DAN BRADY

 
 

The Truth about Paleontologists

I. Field Work

The harder the rock, the harder you drink. That much is true.

They don’t all wear funny hats like you see on TV,
those safari hats, like from Curious George. No.

Most will be dressed somewhere between mountain man
and unruly schoolboy. Perhaps a giant belt buckle

in the form of their home state. Kansas, say. Maybe Texas.
And not all them are brutes. In fact, many are

very attractive—strenuous excavations and time outside
do wonders. Digging is good for the bones.

II. Lab Time

Biology without evolution is a character without a plot.
Each paleontologist finds their own climax in a pinprick

of time. The experts can be as dusty as the bones,
or as dynamic as tectonic shifts. The difference

is the desk or the field, but the passion remains the same—
to understand how the world came to be, the crushing

multitude of life, the easy breath of extinction.

 

Lesson on Micro-sampling

The dust coats
everything. 
We spend hours
in silence scraping
through debris
with tweezers
looking for
skin spines or
otoliths—the tiny clues
with which we
piece together
the past.
Our lamps and
magnifiers
scorch
the table top.
“It is like
separating
pepper from
fly shit,” he
said, and later,
much later, when
the silence and the dust
were heavy in the air
“I was engaged
once, you know,”
the dirt sifting
through his pan, 
sweat beading
on his clean-shaven face.


 

Lesson on Species Identification by Coprolites


You are what you eat. Or ate, in this case. 

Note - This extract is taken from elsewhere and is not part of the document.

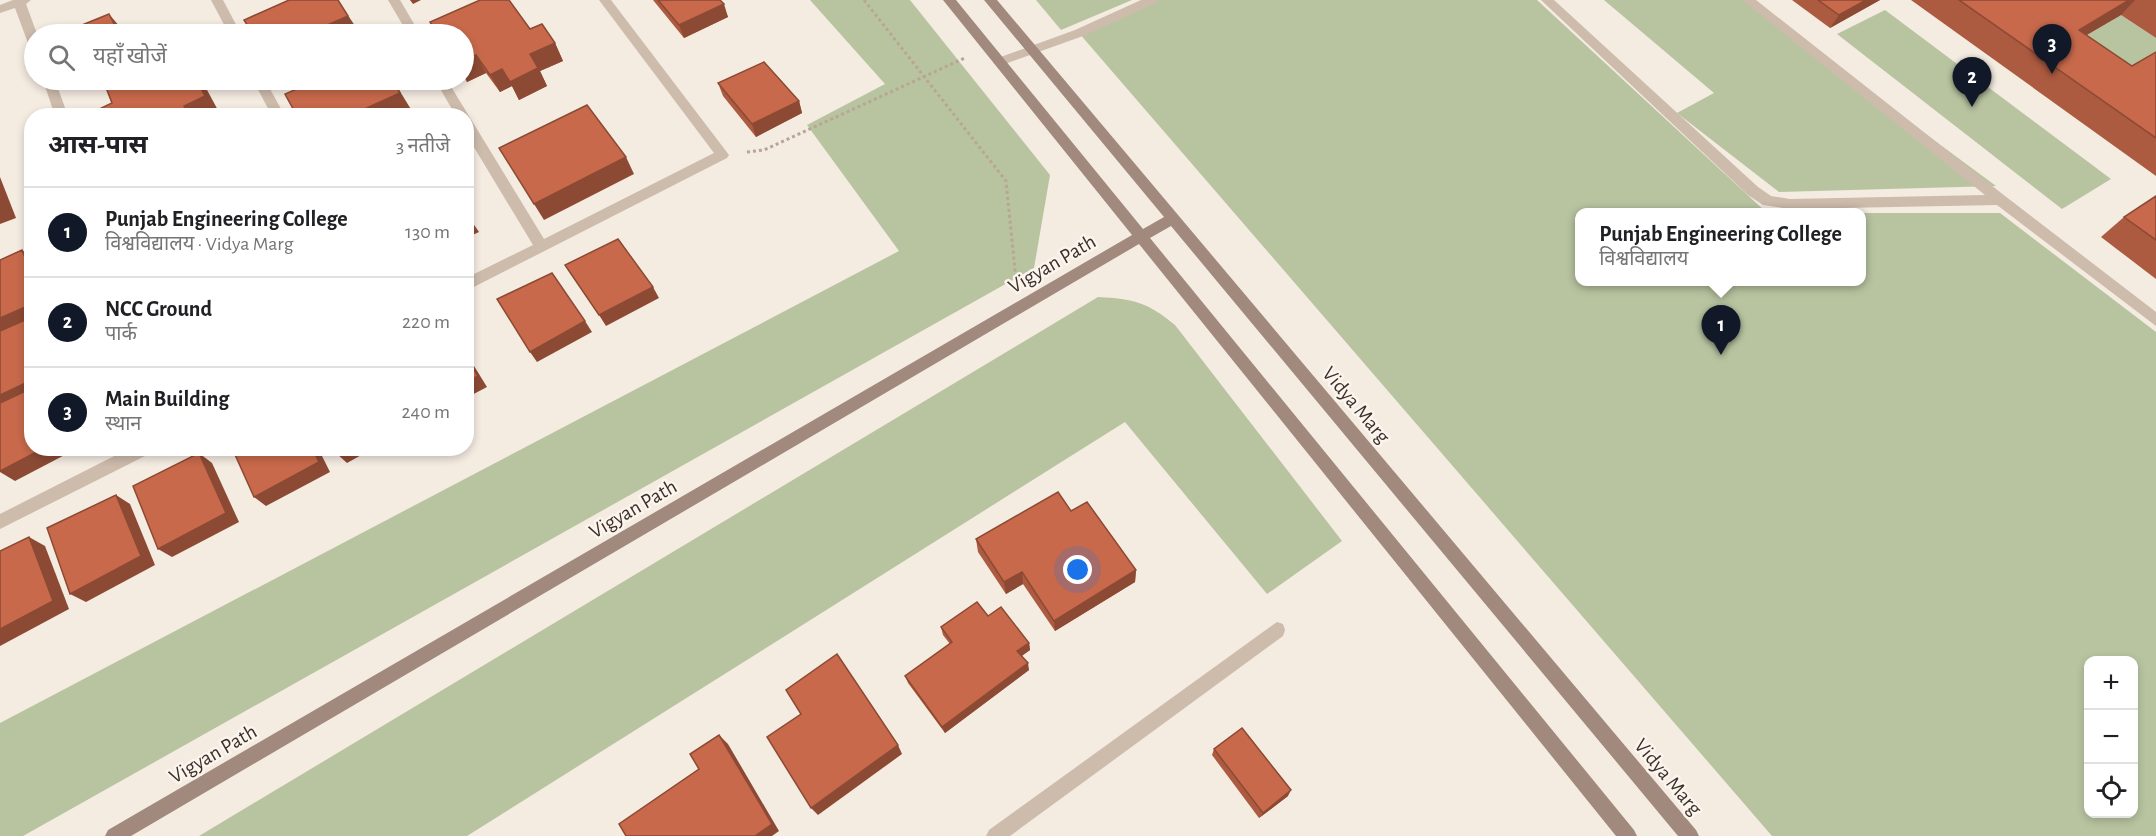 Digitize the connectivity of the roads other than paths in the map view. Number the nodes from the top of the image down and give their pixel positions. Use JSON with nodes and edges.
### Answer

But that’s not the only clue. We can tell by the shape.
Sharks have a cleft asshole. Their shit comes
spinning out like a corkscrew. Pretty distinct.

If I were a poet instead of a scientist, I might say
if you don’t want to be found,
don’t leave your shit lying around.

Shrimp burrow through the sand and leave a trail
to fill the holes, bumpy, pock marked tubes,
the size and color of dirty chalk.

But they can’t help it. We can’t help it.
The worst of us always leaves
the most enduring impression.


 

 
 

Dan Brady is the author of the poetry collection Strange Children (Publishing Genius, 2018), and two chapbooks, Cabin Fever / Fossil Record (Flying Guillotine Press) and Leroy Sequences (Horse Less Press). He is the poetry editor of Barrelhouse and lives in Arlington, Virginia with his wife and two kids. Learn more at danbrady.org.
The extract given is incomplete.